Saved data entries:
★ ★ ★ ★ ★ ★ ★

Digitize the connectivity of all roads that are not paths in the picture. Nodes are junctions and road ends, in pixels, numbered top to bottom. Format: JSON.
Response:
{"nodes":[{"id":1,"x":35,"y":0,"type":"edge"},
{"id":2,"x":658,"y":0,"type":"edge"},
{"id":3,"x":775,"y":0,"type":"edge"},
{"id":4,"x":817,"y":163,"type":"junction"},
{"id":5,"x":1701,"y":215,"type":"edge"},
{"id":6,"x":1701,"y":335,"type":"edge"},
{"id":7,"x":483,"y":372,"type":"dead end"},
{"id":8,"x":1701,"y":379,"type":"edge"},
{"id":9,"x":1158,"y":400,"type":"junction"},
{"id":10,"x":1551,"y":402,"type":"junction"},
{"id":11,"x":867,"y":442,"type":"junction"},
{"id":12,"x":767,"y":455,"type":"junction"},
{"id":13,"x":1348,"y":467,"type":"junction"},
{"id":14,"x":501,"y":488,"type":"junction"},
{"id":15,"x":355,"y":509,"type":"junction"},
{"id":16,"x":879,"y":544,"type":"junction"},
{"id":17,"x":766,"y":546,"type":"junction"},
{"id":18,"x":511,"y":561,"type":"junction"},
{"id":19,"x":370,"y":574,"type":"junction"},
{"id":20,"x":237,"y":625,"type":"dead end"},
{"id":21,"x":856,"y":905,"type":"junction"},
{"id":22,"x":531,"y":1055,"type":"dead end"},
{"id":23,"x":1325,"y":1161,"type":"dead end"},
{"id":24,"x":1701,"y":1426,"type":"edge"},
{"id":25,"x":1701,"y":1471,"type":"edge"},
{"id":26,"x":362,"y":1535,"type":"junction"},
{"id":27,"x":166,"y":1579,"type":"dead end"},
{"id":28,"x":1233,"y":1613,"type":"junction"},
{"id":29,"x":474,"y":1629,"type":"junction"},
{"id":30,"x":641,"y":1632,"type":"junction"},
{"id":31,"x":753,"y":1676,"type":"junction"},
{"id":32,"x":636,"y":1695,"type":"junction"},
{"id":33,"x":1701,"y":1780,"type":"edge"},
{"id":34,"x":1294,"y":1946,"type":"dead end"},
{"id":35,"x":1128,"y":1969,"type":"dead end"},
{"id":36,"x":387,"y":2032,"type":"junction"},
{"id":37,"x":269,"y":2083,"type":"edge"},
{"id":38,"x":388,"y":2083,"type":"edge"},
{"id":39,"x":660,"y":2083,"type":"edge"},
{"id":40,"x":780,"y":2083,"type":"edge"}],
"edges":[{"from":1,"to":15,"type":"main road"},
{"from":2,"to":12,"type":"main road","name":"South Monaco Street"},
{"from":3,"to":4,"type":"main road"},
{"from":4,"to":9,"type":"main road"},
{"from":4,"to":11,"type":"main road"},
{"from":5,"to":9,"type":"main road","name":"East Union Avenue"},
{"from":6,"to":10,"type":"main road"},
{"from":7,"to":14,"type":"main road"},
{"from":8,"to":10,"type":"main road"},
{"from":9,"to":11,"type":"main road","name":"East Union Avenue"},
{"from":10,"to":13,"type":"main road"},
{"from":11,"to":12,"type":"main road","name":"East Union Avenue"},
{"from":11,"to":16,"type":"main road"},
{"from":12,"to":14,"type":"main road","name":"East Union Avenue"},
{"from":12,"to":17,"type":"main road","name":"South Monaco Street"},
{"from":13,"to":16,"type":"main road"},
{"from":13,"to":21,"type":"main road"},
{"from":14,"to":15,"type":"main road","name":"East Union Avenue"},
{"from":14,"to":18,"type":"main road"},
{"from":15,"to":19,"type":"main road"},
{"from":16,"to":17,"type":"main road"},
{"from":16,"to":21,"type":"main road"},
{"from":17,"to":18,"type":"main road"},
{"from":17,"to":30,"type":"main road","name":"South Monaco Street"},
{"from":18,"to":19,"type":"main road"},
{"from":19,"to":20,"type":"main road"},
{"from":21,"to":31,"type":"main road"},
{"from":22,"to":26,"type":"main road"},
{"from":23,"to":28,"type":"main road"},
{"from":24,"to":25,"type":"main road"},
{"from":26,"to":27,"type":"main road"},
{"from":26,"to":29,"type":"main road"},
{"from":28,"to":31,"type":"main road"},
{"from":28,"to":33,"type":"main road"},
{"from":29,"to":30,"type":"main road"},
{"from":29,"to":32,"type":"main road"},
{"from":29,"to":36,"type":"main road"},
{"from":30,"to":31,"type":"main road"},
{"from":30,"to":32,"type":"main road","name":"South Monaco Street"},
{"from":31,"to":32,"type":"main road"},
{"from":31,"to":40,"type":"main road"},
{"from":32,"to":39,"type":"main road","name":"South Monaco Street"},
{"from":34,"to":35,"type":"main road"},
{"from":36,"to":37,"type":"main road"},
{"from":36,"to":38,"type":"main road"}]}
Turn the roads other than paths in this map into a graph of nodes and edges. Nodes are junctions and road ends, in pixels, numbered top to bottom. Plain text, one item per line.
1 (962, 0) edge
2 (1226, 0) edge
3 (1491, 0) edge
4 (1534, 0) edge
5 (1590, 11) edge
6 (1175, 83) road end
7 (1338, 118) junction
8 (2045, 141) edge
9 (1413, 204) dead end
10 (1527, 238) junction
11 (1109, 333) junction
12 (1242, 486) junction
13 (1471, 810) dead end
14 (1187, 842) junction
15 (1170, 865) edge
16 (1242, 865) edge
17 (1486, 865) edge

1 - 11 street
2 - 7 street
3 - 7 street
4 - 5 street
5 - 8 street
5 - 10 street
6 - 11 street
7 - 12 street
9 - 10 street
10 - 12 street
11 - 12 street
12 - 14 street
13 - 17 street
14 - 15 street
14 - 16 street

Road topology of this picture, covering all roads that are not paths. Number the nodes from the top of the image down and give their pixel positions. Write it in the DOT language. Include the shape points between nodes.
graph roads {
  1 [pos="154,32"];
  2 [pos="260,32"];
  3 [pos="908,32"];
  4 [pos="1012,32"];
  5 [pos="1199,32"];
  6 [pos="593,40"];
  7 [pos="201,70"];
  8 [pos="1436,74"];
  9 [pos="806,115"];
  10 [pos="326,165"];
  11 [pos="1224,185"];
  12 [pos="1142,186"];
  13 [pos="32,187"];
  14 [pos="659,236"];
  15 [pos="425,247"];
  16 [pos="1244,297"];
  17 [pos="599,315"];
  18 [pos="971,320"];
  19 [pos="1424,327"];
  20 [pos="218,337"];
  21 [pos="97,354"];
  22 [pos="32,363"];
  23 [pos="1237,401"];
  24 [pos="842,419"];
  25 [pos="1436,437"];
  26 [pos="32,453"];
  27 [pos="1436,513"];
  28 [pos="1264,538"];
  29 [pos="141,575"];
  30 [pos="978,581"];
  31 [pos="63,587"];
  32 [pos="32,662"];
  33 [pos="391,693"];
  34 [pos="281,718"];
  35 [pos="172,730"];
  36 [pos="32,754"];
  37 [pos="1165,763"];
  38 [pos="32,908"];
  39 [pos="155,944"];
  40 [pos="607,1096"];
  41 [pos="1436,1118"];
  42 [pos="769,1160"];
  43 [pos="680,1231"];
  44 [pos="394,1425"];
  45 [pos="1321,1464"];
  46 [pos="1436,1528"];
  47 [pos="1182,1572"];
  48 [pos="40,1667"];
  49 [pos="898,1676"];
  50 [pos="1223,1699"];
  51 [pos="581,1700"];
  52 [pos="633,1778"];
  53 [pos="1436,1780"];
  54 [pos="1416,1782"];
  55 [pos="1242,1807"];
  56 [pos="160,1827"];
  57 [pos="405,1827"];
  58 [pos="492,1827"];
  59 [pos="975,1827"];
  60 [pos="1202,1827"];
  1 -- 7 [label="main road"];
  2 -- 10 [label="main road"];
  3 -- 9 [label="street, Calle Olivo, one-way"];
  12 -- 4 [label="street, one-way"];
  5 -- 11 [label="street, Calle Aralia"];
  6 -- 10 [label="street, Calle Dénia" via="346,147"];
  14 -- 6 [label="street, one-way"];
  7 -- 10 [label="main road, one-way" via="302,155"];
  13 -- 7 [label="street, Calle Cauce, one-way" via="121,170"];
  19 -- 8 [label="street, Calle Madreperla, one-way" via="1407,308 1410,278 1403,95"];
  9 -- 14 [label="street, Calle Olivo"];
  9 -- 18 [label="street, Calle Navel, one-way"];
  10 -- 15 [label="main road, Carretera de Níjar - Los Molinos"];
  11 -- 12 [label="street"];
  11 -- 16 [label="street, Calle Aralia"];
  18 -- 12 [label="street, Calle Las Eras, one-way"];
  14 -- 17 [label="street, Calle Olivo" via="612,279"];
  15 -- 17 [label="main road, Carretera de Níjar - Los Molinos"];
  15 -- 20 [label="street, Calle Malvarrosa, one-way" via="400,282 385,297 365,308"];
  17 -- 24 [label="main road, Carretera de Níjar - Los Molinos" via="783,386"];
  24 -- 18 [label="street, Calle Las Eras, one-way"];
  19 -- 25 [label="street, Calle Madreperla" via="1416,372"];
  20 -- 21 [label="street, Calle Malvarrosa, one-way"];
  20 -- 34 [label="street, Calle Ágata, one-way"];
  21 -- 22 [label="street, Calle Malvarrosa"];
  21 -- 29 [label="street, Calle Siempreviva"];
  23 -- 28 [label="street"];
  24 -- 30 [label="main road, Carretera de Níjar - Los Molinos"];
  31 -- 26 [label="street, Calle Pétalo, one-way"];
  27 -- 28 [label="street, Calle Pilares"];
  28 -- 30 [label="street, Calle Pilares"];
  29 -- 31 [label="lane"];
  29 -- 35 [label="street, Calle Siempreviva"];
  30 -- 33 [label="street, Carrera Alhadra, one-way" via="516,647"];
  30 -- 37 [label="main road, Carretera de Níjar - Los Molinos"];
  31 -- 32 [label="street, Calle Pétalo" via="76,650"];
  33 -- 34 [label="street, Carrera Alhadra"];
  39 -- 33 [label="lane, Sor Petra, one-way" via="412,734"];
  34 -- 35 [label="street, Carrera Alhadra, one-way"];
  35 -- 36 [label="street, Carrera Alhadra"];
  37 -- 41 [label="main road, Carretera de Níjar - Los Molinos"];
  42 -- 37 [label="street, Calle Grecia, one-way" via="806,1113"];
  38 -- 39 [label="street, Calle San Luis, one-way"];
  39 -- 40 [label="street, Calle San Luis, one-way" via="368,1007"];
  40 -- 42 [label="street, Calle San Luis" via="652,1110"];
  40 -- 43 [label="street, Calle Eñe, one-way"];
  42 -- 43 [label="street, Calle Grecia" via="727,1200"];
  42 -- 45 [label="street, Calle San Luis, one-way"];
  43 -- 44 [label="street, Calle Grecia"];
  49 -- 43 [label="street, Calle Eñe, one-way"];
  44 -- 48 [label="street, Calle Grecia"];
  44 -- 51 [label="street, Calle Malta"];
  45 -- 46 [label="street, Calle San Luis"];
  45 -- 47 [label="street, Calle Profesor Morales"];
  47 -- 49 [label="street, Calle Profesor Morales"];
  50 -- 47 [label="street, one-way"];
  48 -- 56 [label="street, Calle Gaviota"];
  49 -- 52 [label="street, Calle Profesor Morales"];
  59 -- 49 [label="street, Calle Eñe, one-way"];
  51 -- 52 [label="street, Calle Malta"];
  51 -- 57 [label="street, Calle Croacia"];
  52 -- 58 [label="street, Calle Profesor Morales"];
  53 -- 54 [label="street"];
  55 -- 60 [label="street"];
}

★ ★ ★ ★ ★ ★ ★

◆ EXERCISE BRIEF: Number of lines above holding "Madreperla"? Give that number alone.

◆ REPLY TO THE TASK: 2